Prime Minister Narendra Modi will go on a two-day visit to Bhutan on 15 June. This is the new prime minister's first official foreign visit, since taking on the reigns of the country on 26 May.
The PM will meet with Bhutan's King Jigme Khesar Namgyel Wangchuck and Prime Minister Tshering Tobgay and is likely to discuss ways to strengthen trade and economic relations between India and her neighbour.
On his trip, Modi will address the joint session of National Assembly and National Council of Bhutan and meet the Leader of Opposition. External Affairs Minister Sushma Swaraj, National Security Adviser Ajit Doval and Foreign Secretary Sujatha Singh will also accompany Modi during the visit.
India has been involved with Bhutan since its first five-year plan in 1961 through investments, trades and hydroelectric projects (HEPs). India has been offering financial assistance to her neighbour since then, and in turn the hydroelectric project has been one of the major investments for Bhutan.

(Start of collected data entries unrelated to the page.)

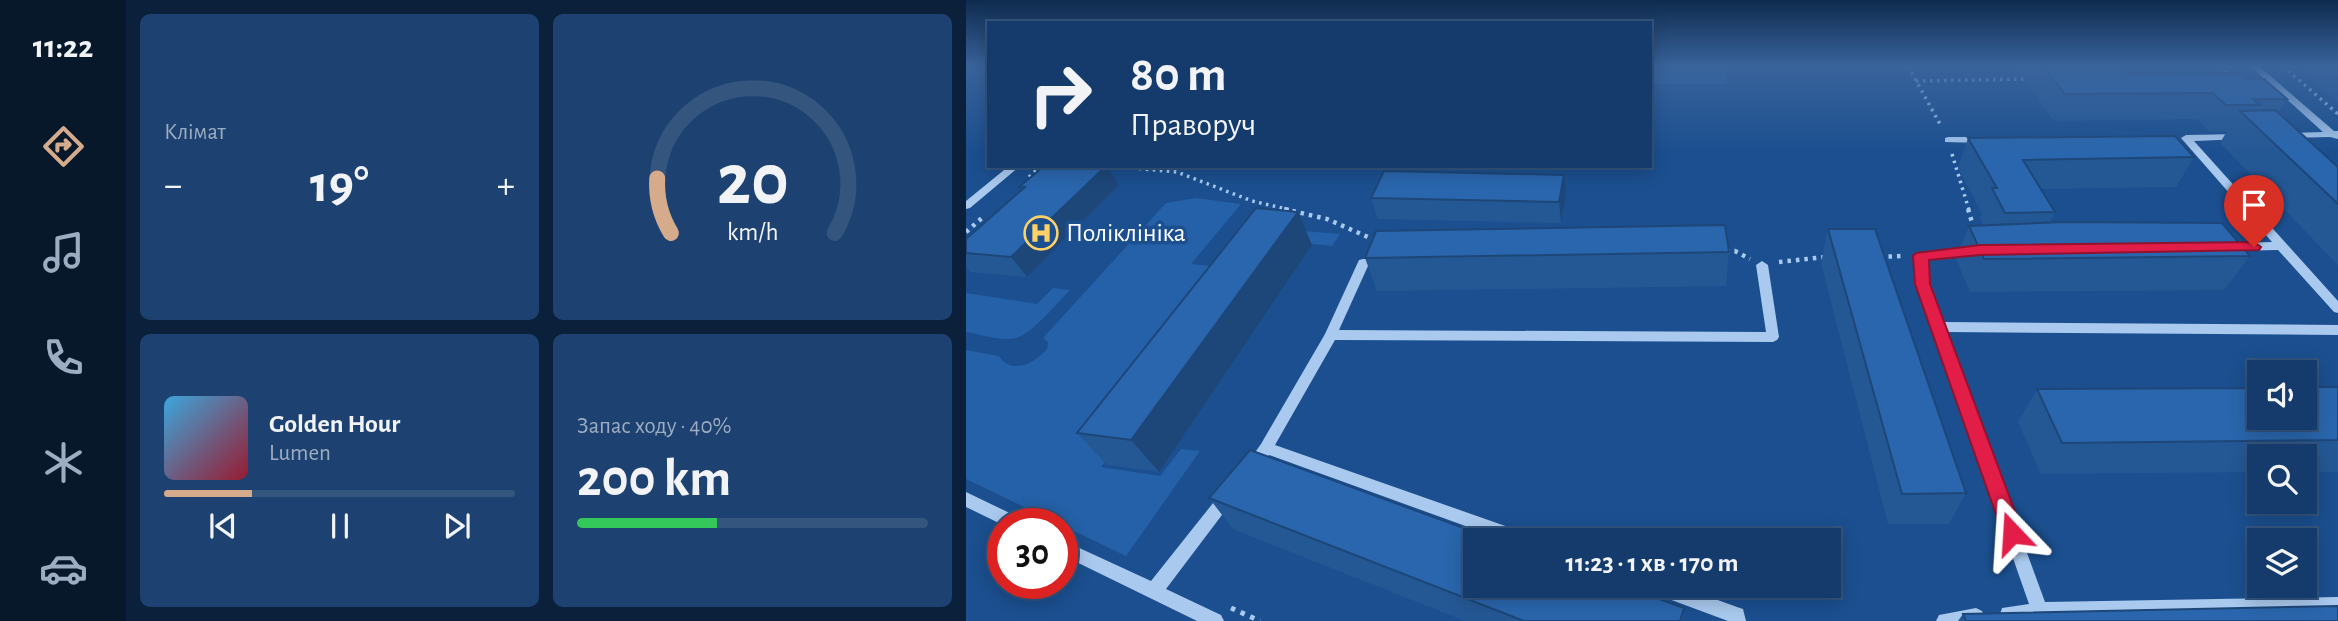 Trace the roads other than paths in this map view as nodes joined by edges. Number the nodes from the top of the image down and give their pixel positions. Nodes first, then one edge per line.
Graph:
1 (2288, 95) edge
2 (2279, 136) edge
3 (2336, 136) edge
4 (2253, 137) edge
5 (2186, 138) junction
6 (2172, 139) edge
7 (1948, 140) dead end
8 (1990, 140) edge
9 (1013, 168) edge
10 (966, 206) edge
11 (2213, 247) edge
12 (2281, 247) junction
13 (1994, 250) edge
14 (1404, 253) edge
15 (1762, 265) road end
16 (2338, 309) edge
17 (1938, 327) junction
18 (2338, 330) edge
19 (1331, 335) junction
20 (1266, 448) junction
21 (966, 499) edge
22 (987, 510) edge
23 (1491, 528) edge
24 (1078, 555) edge
25 (1153, 592) junction
26 (1690, 598) edge
27 (2338, 605) edge
28 (2040, 611) junction
29 (1215, 621) edge
30 (1737, 621) edge
31 (1945, 621) edge

1 - 3 street
2 - 3 street
4 - 5 street
5 - 6 street
5 - 12 street
7 - 8 street
9 - 10 street
11 - 12 street
12 - 16 street
13 - 17 street
14 - 19 street
15 - 19 street
17 - 18 street
17 - 28 street
19 - 20 street
20 - 23 street
20 - 25 street
21 - 22 street
24 - 25 street
25 - 29 street
26 - 30 street
27 - 28 street
28 - 31 street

Bhutan receives the highest development package from India, which amounts to 70 per cent of the total foreign assistance. It received around ₹5,000 crore in the 10th five year plan (FYP) while the 11th FYP offered ₹4500 crore.
"Our hydropower cooperation with Bhutan is a classic example of win-win cooperation, the hydropower projects generate export revenues for Bhutan, cement our economic partnership and provide clean and low-cost electricity to India," NDTV quoted Singh, the Foreign Secretary.

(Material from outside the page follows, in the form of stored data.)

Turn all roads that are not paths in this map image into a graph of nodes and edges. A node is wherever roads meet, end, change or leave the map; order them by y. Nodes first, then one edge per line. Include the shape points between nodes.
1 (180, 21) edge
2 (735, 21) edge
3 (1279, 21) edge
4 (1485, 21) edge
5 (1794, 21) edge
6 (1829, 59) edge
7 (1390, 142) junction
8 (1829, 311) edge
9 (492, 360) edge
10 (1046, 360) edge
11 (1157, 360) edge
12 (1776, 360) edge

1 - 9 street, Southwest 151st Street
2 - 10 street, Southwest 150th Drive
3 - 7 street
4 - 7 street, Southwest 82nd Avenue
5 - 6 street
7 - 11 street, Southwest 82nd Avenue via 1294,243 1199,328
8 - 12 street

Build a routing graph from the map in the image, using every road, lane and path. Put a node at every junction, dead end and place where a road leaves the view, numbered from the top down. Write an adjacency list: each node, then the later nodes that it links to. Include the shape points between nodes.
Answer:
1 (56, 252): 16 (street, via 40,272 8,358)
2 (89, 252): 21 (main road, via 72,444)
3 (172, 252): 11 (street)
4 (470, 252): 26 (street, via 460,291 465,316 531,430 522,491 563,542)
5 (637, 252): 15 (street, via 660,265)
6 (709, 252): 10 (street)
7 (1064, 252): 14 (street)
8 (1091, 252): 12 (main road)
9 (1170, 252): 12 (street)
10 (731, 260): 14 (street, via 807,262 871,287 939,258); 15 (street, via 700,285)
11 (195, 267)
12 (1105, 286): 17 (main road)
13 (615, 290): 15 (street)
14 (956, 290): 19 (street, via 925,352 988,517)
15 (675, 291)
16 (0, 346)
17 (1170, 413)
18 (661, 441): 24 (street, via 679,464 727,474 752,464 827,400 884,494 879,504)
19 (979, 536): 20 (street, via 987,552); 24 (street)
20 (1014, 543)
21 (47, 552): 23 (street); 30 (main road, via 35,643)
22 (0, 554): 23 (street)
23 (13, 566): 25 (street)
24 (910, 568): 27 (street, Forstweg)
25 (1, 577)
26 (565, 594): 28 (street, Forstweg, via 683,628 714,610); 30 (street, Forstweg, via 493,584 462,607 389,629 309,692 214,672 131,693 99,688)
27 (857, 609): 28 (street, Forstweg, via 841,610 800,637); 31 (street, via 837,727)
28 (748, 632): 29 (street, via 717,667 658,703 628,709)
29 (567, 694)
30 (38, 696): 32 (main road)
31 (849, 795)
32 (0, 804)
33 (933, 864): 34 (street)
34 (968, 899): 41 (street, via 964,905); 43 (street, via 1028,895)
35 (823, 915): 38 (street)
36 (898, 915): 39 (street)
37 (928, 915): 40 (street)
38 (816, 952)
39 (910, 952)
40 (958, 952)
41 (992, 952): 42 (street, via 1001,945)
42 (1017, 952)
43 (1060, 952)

There are three HEPs with capacity of producing 1416 MW, while the other three are under construction aimed to produce approx 3000 MW. According to a framework agreement signed between the two nations in April 2014, four more HEPs will be established soon, which will have a total capacity of 20120 MW.

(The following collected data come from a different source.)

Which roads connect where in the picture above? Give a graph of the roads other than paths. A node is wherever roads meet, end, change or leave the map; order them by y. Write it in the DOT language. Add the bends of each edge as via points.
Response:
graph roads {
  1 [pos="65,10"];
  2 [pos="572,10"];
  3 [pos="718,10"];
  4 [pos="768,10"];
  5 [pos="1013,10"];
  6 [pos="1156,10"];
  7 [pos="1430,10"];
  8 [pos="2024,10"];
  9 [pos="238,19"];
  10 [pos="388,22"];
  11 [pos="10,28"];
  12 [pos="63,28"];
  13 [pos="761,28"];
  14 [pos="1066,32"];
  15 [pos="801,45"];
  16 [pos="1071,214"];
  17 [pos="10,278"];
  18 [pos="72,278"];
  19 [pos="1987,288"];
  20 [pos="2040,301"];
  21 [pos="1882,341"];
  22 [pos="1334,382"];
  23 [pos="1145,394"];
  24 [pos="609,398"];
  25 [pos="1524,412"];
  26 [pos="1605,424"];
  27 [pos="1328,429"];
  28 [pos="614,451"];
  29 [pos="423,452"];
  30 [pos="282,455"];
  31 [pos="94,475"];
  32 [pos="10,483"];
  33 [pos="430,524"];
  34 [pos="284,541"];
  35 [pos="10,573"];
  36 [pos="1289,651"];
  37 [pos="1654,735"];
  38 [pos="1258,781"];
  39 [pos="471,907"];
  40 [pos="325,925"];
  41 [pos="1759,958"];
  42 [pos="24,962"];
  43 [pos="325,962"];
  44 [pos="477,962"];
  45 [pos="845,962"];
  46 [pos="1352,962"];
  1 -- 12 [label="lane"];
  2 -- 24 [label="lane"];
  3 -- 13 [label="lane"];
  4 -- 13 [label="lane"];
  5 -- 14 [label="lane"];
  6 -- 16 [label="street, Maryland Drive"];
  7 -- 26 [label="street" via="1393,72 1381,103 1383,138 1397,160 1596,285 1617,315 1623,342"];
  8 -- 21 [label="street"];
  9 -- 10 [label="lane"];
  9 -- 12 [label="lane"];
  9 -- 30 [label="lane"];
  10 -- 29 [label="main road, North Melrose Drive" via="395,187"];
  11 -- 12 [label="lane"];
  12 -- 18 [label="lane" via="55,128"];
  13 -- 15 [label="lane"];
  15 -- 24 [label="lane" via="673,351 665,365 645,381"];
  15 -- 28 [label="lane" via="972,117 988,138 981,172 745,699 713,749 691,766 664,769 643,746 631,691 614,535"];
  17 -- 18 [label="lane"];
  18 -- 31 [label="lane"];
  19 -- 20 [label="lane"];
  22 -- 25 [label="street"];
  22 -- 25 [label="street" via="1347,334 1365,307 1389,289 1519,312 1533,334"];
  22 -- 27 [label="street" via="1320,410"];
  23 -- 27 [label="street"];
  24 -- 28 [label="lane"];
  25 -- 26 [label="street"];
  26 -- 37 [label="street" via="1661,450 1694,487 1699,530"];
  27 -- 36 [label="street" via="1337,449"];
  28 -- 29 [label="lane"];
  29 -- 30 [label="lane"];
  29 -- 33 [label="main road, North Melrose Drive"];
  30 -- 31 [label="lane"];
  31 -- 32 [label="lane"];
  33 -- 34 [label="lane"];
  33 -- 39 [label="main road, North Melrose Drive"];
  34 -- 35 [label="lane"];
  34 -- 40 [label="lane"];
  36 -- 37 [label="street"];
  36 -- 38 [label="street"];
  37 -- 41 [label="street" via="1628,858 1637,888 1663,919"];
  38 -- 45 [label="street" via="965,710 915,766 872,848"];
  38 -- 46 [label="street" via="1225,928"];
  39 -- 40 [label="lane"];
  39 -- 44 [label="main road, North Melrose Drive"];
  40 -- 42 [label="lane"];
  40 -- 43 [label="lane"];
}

Modi will probably also encourage Bhutan to accelerate the on-going construction process of the three HEPs for the sake of India's energy security.
Export of electricity to India plays a major role in Bhutan's economic condition and forms a major chunk of its revenues. Hence, these projects are often considered to boost ties between the two countries.
"Bhutan has the potential to generate 24,000MW of hydropower. It is in India's interests to help Bhutan develop this potential—India can improve its energy security in the long term by purchasing clean, renewable energy from a politically stable and friendly neighbour," Mint quoted South Asia expert Amit Bhandari.
Other financial assistance India offers to Bhutan for the development of the nation involves education, tourism, infrastructure, agro processing, horticulture, ICT and IT. Additionally, India also provides facilities like schools, libraries, hostel facilities for students, veterinary hospitals, irrigation channels, drinking water schemes and community centres to her neighbour.
India might also look forward to increasing the export cap of edible oil from 2400 tonnes to 13000 tonnes, as requested by Bhutan.
In a free trade regime according to the India-Bhutan friendship treaty of 2007, India offers major trade to Bhutan, becoming its leading trade partner. During 2012, imports from Bhutan amounted to ₹41.8 billion, while exports made up to ₹27.8 billion, which was 94 percent of the total exports made by Bhutan.